A blood clot sometimes forms in the vein that the catheter is in.

Nutritional imbalances and deficiencies can occur during intravenous feeding. Blood sugar (glucose) levels that are too high (hyperglycemia) or too low (hypoglycemia) are relatively common. Rarely, deficiencies of certain vitamins and minerals occur. To identify these problems, doctors do blood tests to measure levels of sugar and minerals (electrolytes). They adjust the formula as needed and periodically recheck sugar and electrolyte levels.

Too much water (volume overload) or too little water may be given. Too much water (overhydration) can cause fluid to collect in the lungs, making breathing difficult. Too little water results in dehydration. Thus, doctors regularly monitor the person's weight and the amount of urine excreted. Blood tests to measure urea can help doctors identify dehydration. Disproportionately high levels may indicate dehydration. To the reduce the risk of water imbalances, doctors may try to calculate the amount of water required before feedings are started.

Problems due to formulas that contain more fat and fewer carbohydrates (called lipid emulsions) occasionally occur. These problems include difficulty breathing, allergic reactions, nausea, headache, back pain, sweating, and dizziness. Fat (lipid) levels in the blood may increase temporarily, especially in people with kidney or liver failure. Later, the liver and/or spleen may enlarge, and people may tend to bleed and bruise more easily or develop infections more often. Premature infants with respiratory distress syndrome or other lung disorders are particularly at risk of these problems. To try to prevent or minimize these problems, doctors may temporarily or permanently slow or stop the formula.

Liver problems can develop in people of any age but are most common among infants, particularly premature ones (whose liver is immature). Doctors do blood tests to measure levels of liver enzymes and thus evaluate how well the liver is functioning. Reducing the amount of protein in the formula may help. If the liver is enlarged and painful, the amount of carbohydrate is reduced. If liver problems develop in infants, ammonia may accumulate in the blood. If ammonia accumulates, symptoms may include sluggishness, seizures, and twitches in muscles. Giving the infant an amino acid (arginine) supplement can correct this problem.
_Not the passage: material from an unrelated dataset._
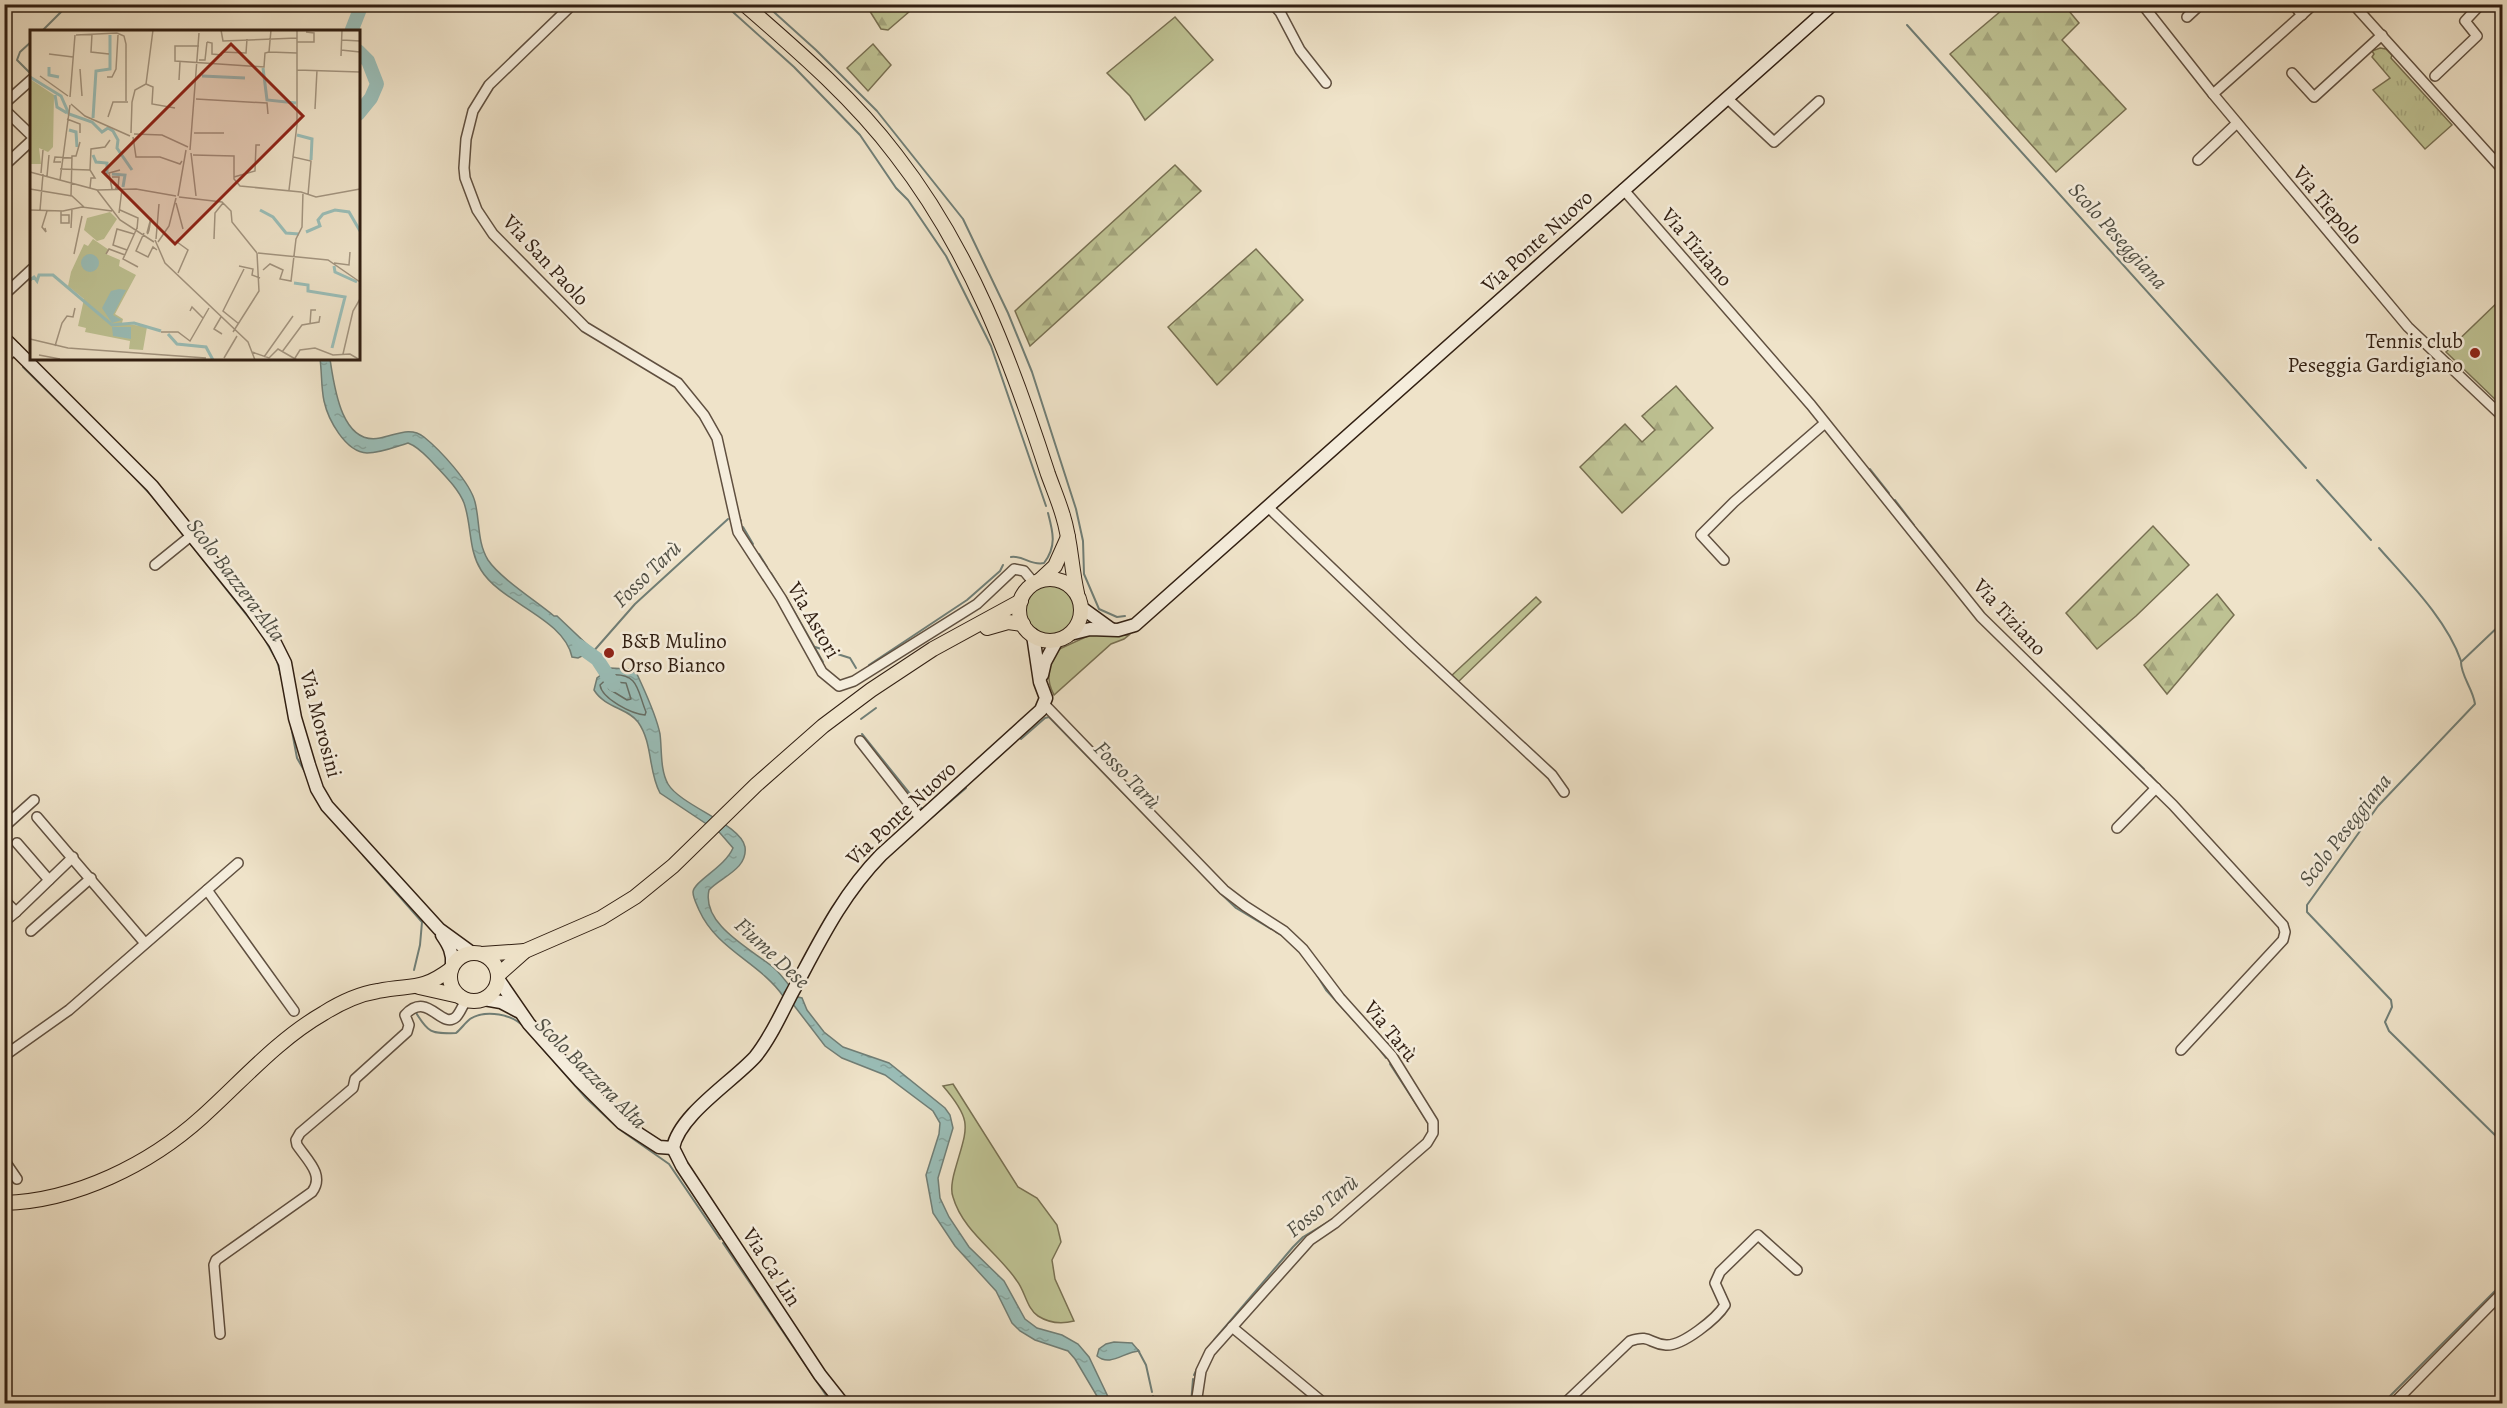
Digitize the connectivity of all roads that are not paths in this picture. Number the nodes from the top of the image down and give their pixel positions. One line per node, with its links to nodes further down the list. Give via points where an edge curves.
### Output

Bone density may decrease if intravenous feeding lasts more than 3 months. Osteoporosis or osteomalacia (due to a deficiency of vitamin D) may result. If advanced, these disorders can cause severe pain in the joints, legs, and back.
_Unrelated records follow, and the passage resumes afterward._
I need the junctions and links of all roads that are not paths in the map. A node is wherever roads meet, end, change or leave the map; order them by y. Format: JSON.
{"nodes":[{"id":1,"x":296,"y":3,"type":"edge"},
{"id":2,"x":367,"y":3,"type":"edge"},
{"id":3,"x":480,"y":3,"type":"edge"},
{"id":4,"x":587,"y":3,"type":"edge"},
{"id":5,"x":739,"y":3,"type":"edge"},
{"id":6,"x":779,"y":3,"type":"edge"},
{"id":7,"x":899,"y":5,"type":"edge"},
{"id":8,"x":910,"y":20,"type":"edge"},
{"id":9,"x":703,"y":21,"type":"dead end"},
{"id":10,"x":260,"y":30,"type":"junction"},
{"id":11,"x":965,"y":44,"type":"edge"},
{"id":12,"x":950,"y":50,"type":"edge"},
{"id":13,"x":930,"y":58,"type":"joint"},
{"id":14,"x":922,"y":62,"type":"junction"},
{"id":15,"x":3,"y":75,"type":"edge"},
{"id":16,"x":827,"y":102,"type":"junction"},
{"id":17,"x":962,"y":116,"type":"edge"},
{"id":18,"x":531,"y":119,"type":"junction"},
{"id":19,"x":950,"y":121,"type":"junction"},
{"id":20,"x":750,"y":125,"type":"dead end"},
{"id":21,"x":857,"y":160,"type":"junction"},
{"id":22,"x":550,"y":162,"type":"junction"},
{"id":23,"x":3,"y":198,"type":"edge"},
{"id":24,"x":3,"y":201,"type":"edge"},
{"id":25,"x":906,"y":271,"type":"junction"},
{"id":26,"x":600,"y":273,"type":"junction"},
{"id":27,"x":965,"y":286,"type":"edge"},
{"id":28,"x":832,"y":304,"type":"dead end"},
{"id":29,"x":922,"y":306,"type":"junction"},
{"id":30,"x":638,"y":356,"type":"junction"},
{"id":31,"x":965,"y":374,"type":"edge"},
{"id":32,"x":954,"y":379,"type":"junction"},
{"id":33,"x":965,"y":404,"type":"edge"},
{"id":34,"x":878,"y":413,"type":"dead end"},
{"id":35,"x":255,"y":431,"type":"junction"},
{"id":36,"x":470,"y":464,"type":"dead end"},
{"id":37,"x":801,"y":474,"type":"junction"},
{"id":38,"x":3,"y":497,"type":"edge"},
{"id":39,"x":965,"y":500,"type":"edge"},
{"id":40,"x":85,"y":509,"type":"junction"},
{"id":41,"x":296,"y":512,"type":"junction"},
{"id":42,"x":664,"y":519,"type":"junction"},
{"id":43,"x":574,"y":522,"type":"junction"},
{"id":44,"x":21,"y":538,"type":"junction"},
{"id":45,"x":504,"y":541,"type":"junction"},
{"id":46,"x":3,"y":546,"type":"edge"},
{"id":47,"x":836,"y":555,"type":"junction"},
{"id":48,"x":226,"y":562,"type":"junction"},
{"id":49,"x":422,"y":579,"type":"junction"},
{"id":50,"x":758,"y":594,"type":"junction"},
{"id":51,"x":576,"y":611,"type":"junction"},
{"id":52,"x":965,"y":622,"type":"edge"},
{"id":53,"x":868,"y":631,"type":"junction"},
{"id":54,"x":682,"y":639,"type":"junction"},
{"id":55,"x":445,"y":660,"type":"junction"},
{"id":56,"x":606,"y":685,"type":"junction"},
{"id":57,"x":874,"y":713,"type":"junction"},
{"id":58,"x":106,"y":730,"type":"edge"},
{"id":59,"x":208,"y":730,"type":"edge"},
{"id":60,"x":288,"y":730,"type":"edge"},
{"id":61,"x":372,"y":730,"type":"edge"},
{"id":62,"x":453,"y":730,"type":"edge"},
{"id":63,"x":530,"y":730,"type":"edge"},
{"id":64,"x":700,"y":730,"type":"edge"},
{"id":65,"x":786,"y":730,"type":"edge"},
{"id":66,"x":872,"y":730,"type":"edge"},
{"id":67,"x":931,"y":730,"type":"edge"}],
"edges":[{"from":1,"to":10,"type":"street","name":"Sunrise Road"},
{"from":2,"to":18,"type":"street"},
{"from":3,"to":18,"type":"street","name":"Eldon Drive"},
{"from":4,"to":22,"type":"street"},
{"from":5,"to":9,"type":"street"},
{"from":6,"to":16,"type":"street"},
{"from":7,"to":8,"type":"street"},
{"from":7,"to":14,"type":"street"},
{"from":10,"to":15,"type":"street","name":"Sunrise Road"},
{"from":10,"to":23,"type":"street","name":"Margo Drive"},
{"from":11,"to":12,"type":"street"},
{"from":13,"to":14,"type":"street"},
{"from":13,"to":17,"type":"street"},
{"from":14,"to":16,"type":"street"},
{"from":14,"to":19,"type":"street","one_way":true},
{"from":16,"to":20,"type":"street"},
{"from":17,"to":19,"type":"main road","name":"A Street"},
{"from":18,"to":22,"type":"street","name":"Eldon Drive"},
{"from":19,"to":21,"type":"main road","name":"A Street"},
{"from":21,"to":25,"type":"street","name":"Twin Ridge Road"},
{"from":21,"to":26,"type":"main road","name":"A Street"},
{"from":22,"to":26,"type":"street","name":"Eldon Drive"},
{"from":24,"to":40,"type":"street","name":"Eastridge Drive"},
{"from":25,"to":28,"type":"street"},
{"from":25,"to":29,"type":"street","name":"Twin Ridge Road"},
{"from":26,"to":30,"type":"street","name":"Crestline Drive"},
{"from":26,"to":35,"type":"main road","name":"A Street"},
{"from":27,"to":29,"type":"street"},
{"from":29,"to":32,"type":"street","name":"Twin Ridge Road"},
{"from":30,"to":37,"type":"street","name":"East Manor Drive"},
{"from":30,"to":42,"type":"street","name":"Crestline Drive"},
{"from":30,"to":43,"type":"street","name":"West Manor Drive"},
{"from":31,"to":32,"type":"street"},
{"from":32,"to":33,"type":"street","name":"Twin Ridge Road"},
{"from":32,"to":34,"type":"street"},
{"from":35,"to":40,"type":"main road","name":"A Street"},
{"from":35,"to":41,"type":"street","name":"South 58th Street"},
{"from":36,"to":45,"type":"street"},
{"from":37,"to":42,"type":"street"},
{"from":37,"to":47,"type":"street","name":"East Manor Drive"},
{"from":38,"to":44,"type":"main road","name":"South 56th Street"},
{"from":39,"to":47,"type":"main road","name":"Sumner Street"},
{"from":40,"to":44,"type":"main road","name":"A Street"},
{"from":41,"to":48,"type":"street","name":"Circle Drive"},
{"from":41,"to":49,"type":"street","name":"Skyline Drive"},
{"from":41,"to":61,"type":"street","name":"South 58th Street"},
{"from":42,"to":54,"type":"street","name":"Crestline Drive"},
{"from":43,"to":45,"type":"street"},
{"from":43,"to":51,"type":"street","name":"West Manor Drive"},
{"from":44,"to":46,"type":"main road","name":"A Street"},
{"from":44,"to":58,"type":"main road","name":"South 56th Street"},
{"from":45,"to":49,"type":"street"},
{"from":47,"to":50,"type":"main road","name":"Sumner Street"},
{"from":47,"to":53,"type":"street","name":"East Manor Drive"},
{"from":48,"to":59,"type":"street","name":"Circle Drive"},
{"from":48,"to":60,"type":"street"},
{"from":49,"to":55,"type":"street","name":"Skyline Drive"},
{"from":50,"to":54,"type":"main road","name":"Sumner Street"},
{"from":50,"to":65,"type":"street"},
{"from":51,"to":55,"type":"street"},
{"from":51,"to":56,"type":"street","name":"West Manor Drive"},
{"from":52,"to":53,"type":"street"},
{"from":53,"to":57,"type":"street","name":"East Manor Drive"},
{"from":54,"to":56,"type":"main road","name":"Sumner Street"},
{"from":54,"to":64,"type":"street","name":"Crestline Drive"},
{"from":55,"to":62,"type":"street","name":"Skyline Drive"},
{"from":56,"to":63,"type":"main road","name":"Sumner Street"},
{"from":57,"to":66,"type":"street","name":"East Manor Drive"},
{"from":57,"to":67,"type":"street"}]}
Gallbladder problems may develop or worsen when the gallbladder is inactive, as may occur during intravenous feeding. Substances (such as cholesterol) that are normally processed and moved through the gallbladder may accumulate, forming gallstones or sludge. Stones may block a duct, causing inflammation (cholecystitis). Increasing the amount of fat in the formula and not giving sugar for several hours a day can stimulate contractions in the gallbladder and thus help move accumulated substances on their way. Giving food by mouth or through a tube inserted in the nose may also help. Drugs, such metronidazole, ursodeoxycholic acid, phenobarbital, or cholecystokinin, may be used to stimulate gallbladder activity.